Fig. 6.

HIF-1α immunohistochemistry, hematoxylin and eosin (H&E), and BALF cellularity for PN32 and PN4–14 mice. HIF-1α immunohistochemistry of HIF-1α-sufficient (top) and PN32 HIF-1α-deficient (middle) mice after OVA sensitization and challenge is shown. No primary antibody control for HIF-1α from a HIF-1α-sufficient, saline-treated mouse is also pictured (bottom). Solid arrows indicate alveolar type II cells and dashed arrows indicate macrophages (A). Light photomicrographs of a centriacinar region from the lungs of HIF-1α-sufficient (top left and right) and HIF-1α-deficient PN4 (bottom left) and P32 (bottom right) mice treated with saline (top left) or OVA (top right and bottom left and right). Tissues were stained with H&E. Arrows indicate areas of cellular infiltrate (B).
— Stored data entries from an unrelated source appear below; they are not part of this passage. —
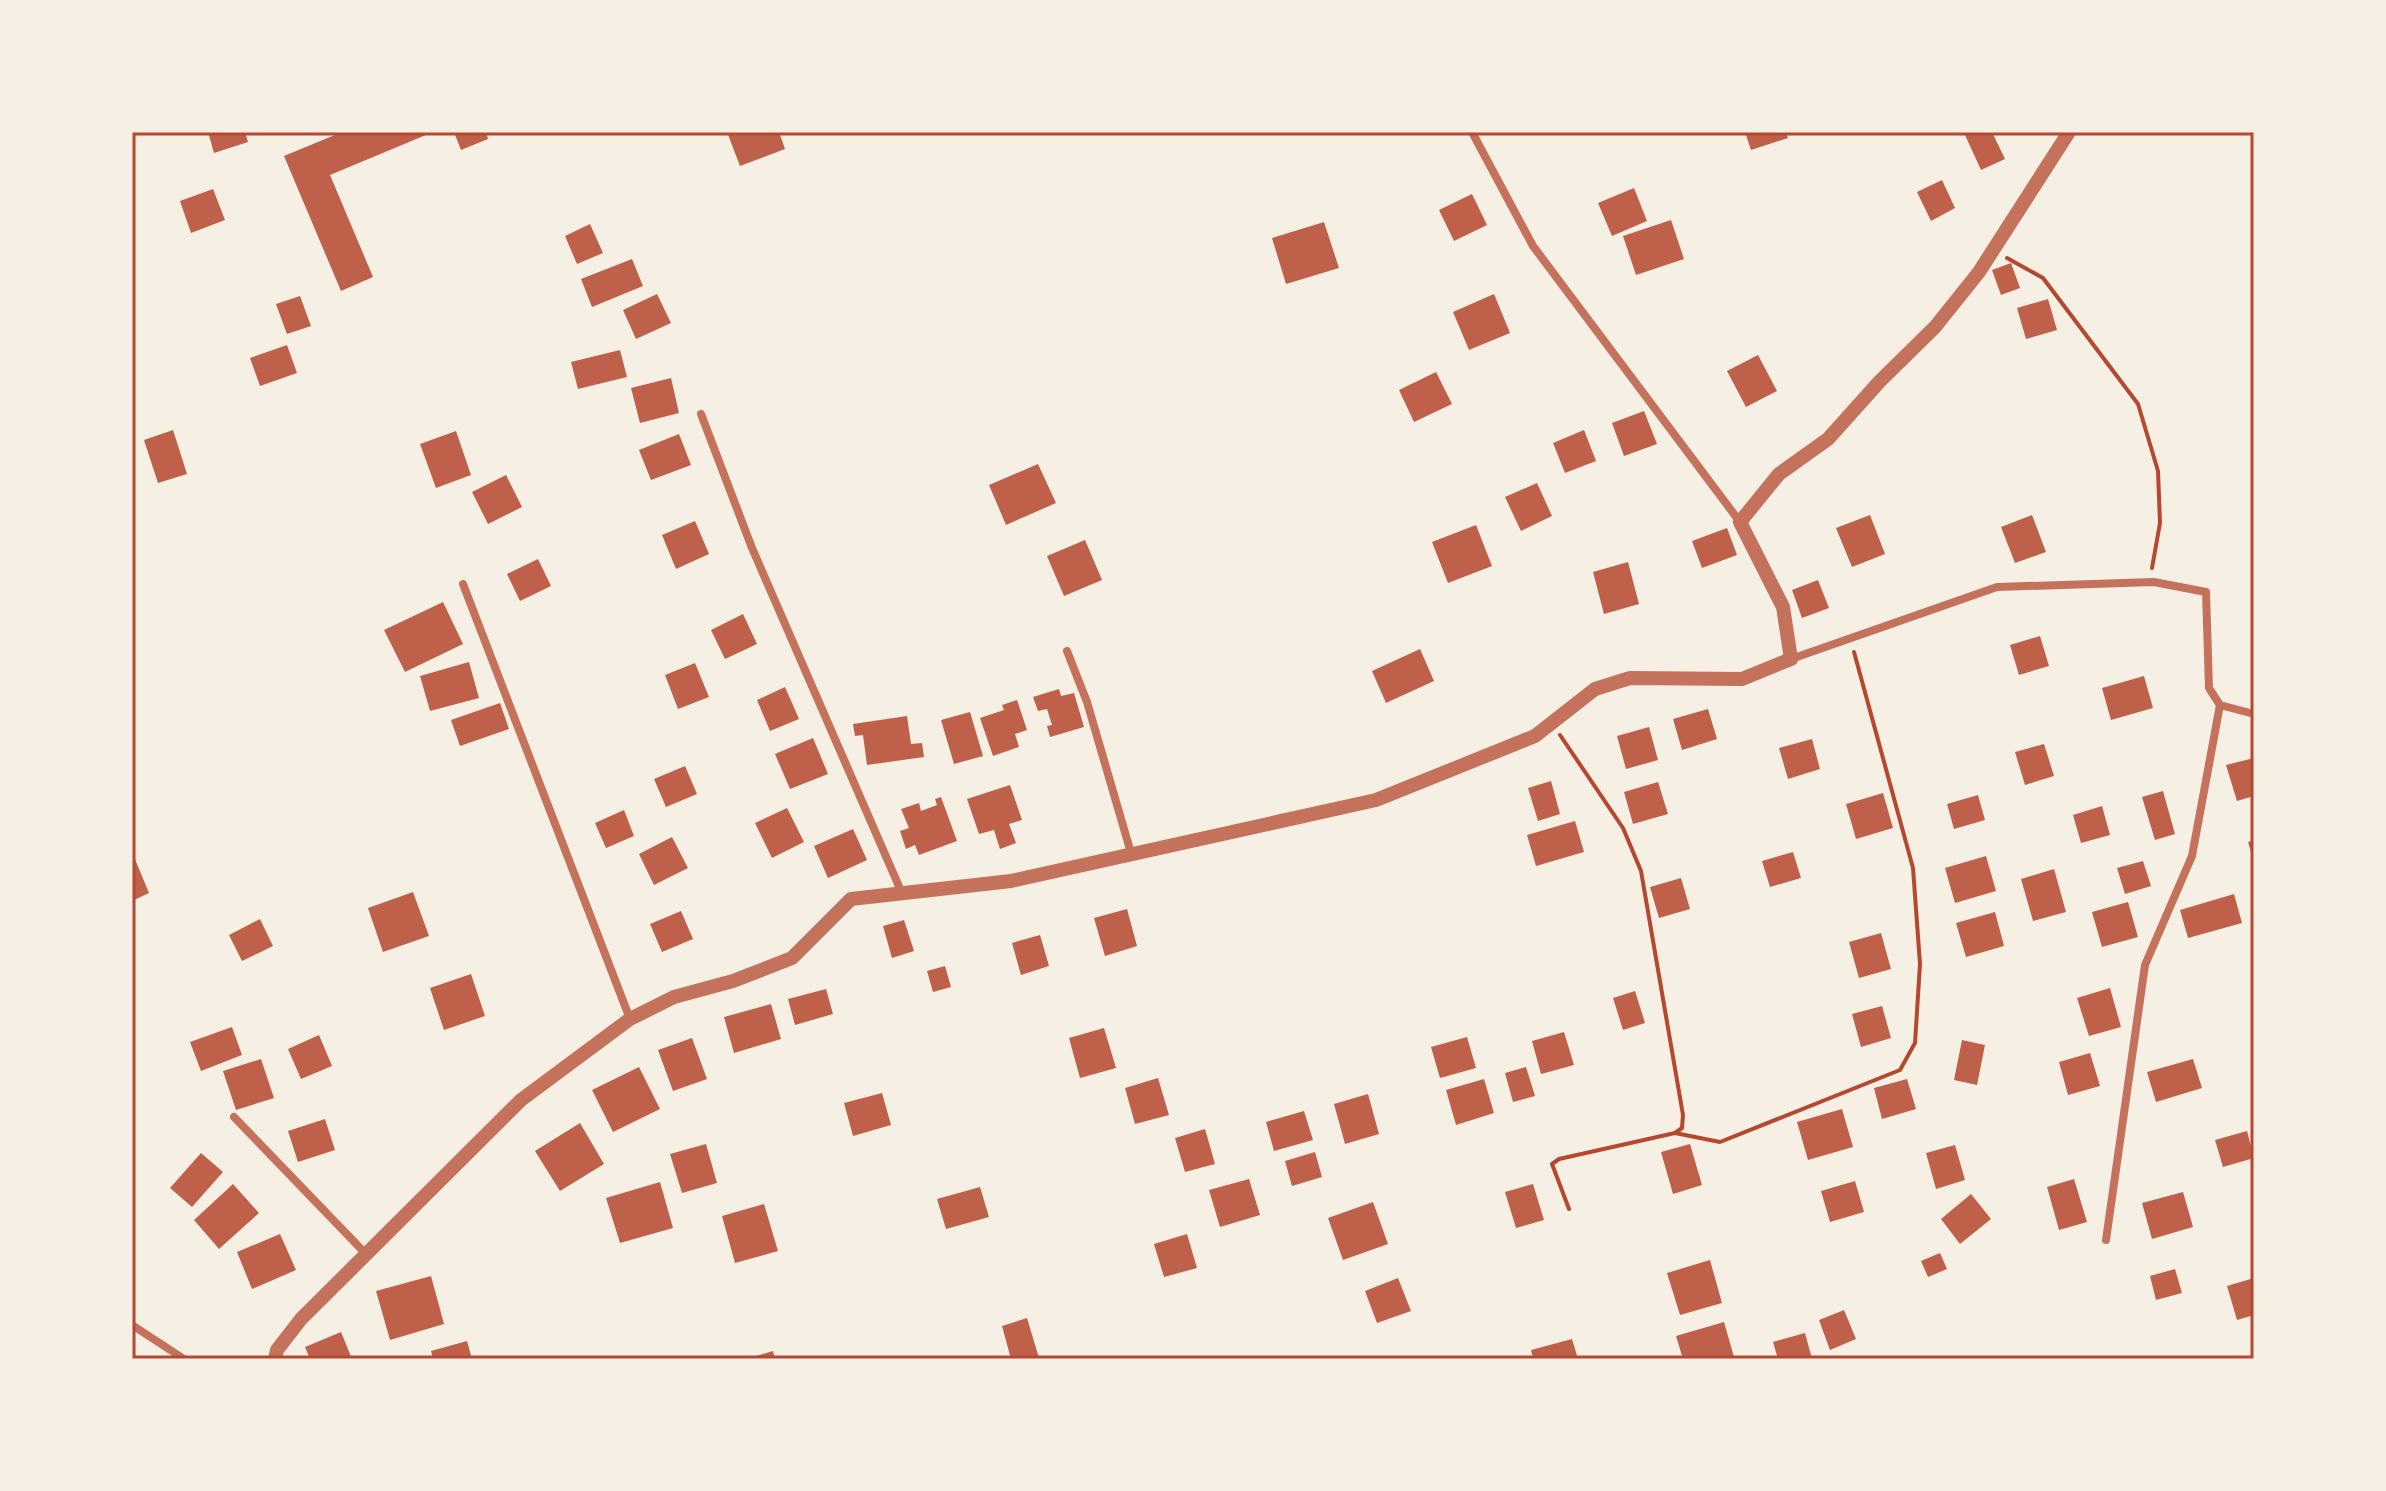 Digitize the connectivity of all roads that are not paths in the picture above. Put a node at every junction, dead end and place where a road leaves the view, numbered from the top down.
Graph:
1 (1472, 132) edge
2 (2069, 132) edge
3 (701, 414) dead end
4 (1740, 522) junction
5 (463, 584) dead end
6 (1067, 651) dead end
7 (1791, 659) junction
8 (2220, 705) junction
9 (2254, 714) edge
10 (1131, 853) junction
11 (901, 891) junction
12 (630, 1019) junction
13 (234, 1117) dead end
14 (2106, 1240) dead end
15 (365, 1253) junction
16 (132, 1325) edge
17 (184, 1359) edge
18 (275, 1359) edge

1 - 4 street
2 - 4 street
3 - 11 street
4 - 7 street
5 - 12 street
6 - 10 street
7 - 8 street
7 - 10 street
8 - 9 street
8 - 14 street
10 - 11 street
11 - 12 street
12 - 15 street
13 - 15 street
15 - 18 street
16 - 17 street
HIF-1α-sufficient (white and black bars), PN32 HIF-1α-deficient (light gray bars), and PN4–14 HIF-1α-deficient (dark gray bars) mice were sensitized/challenged with saline (white bars) or OVA (black, light gray, and dark gray bars). Total cells, as well as the numbers of macrophages (Macs), eosinophils (Eos), neutrophils (PMNs), and lymphocytes (lymph) were determined from BALF (C). Values are the mean ± SE (n ≥ 7). *Significantly different from all other groups P < 0.05; c, significantly different from saline treated. MBP immunohistochemistry performed on PN32 HIF-1α-deficient (bottom) verifying the lack of a significant increase in eosinophils in these OVA-treated lungs as compared with HIF-1α-sufficient (top) mice is shown. Arrows indicate similar areas of eosinophilic infiltration surrounding the pulmonary artery (D). AD, alveolar duct; a, alveolus; TB, terminal bronchiole; pa, associated pulmonary artery.